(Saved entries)

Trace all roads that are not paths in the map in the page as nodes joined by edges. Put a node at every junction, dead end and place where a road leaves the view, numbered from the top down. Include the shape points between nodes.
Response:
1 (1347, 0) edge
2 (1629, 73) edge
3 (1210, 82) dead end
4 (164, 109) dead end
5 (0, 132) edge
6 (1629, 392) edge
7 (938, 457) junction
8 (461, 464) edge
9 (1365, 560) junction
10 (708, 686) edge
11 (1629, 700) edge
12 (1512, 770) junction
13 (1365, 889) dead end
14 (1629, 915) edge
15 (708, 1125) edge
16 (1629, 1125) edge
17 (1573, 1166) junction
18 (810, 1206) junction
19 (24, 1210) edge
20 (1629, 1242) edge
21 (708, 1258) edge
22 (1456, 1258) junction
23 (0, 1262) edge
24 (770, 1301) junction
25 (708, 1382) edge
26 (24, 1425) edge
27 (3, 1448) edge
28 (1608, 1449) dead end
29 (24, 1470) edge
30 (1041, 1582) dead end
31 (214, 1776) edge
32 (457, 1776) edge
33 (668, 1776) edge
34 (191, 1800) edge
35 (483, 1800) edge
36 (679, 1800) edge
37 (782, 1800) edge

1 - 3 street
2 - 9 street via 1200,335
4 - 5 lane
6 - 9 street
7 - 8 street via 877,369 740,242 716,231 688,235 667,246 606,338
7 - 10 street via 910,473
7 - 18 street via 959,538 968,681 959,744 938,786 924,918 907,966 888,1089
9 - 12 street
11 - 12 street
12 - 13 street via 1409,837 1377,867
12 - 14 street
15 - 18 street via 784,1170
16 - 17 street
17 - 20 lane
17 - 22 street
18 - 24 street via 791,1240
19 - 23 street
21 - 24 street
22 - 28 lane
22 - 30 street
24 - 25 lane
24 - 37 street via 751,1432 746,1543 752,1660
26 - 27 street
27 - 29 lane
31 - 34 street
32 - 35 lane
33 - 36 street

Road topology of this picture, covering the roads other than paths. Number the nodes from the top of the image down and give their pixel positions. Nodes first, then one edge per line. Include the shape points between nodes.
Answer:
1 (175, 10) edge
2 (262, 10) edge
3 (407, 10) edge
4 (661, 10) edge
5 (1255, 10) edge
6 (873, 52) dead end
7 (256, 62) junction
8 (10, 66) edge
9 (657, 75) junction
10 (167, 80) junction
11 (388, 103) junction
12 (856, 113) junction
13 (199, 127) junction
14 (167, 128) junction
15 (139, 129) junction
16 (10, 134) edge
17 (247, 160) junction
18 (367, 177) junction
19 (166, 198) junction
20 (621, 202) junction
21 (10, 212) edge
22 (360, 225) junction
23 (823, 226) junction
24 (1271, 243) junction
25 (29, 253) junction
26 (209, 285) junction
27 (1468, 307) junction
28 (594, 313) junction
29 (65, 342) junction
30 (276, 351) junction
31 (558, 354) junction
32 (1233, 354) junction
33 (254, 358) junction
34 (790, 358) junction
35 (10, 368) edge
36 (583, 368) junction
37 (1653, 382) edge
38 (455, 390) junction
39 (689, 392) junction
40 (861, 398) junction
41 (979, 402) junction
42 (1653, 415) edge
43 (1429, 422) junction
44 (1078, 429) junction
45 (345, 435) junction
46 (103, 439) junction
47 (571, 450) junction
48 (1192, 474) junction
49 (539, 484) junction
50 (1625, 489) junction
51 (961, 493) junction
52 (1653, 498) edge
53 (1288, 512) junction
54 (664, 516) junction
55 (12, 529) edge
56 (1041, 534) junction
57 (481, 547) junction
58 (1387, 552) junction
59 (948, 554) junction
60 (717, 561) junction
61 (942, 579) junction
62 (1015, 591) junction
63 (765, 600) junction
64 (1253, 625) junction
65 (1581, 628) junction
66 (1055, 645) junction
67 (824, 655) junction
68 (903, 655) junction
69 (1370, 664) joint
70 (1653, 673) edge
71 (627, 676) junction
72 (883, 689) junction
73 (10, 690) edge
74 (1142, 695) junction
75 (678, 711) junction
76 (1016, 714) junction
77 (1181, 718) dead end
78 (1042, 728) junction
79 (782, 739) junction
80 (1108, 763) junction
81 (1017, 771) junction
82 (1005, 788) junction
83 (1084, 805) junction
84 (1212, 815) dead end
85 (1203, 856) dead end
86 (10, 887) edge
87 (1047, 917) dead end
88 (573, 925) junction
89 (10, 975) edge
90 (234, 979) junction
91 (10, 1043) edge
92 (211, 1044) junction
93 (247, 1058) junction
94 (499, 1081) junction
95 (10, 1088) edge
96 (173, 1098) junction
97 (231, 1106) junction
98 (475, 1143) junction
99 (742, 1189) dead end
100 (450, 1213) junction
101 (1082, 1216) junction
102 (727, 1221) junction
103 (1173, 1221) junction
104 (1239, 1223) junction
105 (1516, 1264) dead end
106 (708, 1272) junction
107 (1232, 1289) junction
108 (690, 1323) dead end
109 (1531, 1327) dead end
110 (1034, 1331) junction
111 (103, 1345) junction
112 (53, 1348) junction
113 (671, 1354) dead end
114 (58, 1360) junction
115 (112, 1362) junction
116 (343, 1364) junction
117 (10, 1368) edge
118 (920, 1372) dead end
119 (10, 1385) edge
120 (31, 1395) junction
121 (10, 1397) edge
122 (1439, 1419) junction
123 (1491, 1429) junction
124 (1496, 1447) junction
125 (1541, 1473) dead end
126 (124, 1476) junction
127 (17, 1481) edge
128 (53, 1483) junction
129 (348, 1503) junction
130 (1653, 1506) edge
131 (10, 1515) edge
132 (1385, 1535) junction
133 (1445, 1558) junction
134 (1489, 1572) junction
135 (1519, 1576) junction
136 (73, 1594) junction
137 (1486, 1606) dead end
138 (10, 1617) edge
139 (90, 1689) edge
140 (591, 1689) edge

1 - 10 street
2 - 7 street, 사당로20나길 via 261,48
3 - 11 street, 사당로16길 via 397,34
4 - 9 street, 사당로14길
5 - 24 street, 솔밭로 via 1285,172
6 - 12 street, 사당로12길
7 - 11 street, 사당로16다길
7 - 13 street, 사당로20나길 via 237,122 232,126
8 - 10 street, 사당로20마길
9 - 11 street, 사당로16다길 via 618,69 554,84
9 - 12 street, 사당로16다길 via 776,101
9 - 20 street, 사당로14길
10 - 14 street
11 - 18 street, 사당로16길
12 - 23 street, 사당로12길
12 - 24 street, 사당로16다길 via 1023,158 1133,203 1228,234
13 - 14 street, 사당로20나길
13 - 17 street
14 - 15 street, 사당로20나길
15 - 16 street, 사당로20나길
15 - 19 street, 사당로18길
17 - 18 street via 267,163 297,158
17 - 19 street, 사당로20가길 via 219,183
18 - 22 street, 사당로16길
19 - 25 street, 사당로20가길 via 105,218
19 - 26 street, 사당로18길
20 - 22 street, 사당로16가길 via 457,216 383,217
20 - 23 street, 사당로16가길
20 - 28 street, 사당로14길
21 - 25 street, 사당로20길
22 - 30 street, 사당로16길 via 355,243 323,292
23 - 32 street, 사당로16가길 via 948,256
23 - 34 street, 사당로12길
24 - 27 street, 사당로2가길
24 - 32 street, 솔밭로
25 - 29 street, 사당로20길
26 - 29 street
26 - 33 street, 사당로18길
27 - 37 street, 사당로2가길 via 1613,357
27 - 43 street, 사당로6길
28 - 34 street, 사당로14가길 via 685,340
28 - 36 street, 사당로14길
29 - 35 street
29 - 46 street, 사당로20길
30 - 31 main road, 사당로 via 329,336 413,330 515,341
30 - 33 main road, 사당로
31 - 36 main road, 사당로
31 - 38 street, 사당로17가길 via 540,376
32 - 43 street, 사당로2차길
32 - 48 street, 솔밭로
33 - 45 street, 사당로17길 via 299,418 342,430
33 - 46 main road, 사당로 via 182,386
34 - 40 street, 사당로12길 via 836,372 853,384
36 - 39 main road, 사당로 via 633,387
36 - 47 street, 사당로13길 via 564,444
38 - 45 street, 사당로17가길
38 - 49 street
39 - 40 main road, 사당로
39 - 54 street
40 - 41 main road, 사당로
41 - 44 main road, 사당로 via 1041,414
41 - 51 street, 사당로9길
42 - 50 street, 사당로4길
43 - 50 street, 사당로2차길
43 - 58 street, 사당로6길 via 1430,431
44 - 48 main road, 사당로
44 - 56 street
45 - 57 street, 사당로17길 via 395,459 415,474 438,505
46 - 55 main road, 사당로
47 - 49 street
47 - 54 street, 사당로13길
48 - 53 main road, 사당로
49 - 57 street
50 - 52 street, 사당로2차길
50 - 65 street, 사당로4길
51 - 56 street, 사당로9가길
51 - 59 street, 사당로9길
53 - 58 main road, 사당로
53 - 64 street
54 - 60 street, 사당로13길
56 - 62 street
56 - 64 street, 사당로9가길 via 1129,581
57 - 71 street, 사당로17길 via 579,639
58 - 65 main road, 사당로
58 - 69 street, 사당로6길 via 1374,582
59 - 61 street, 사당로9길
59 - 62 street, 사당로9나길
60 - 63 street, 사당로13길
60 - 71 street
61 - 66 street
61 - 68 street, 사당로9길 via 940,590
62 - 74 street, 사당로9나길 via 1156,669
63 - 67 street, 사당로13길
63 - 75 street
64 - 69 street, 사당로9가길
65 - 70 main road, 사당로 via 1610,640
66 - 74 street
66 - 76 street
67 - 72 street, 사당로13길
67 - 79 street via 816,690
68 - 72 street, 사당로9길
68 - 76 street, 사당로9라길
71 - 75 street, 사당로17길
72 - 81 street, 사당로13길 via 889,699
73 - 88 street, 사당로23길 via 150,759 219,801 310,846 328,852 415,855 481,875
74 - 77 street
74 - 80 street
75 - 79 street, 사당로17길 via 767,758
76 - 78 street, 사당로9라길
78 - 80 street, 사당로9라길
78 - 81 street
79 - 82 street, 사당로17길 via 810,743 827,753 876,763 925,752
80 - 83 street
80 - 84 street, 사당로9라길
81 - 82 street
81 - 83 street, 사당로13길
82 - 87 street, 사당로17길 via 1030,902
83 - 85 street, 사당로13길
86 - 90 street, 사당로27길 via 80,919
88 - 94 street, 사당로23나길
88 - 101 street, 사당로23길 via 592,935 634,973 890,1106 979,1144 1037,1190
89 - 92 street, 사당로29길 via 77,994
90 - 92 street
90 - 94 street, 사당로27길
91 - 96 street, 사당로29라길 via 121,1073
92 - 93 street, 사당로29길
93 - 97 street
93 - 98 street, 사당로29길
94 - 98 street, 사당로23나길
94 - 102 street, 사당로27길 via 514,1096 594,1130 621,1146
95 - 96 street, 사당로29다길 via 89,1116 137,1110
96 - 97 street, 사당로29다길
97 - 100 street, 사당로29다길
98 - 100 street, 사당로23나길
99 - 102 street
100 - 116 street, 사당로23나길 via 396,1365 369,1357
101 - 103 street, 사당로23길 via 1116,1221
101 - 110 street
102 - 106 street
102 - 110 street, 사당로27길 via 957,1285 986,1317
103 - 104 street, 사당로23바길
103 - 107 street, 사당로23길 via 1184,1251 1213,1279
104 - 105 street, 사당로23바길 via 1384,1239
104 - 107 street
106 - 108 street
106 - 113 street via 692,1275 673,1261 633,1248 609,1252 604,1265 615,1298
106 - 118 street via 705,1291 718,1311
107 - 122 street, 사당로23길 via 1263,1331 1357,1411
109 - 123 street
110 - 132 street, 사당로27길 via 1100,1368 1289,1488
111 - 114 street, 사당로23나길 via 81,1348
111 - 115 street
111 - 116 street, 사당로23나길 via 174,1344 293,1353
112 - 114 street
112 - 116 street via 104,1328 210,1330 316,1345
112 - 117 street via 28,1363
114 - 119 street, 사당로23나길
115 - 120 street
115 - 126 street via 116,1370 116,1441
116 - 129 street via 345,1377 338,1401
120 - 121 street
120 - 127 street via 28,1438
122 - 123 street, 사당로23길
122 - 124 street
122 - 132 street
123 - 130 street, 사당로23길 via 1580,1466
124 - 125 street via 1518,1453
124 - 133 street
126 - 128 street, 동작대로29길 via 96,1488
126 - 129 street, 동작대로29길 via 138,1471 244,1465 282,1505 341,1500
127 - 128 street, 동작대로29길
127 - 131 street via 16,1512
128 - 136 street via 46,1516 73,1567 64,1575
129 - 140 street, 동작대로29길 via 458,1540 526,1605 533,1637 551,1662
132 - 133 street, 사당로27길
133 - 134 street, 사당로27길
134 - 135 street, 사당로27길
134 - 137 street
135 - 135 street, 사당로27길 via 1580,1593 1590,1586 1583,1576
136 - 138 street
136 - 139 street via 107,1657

(Requirement):
Working through the records above, copy each line in which "points" is found.

(Exercise solution):
Trace all roads that are not paths in the map in the page as nodes joined by edges. Put a node at every junction, dead end and place where a road leaves the view, numbered from the top down. Include the shape points between nodes.
Road topology of this picture, covering the roads other than paths. Number the nodes from the top of the image down and give their pixel positions. Nodes first, then one edge per line. Include the shape points between nodes.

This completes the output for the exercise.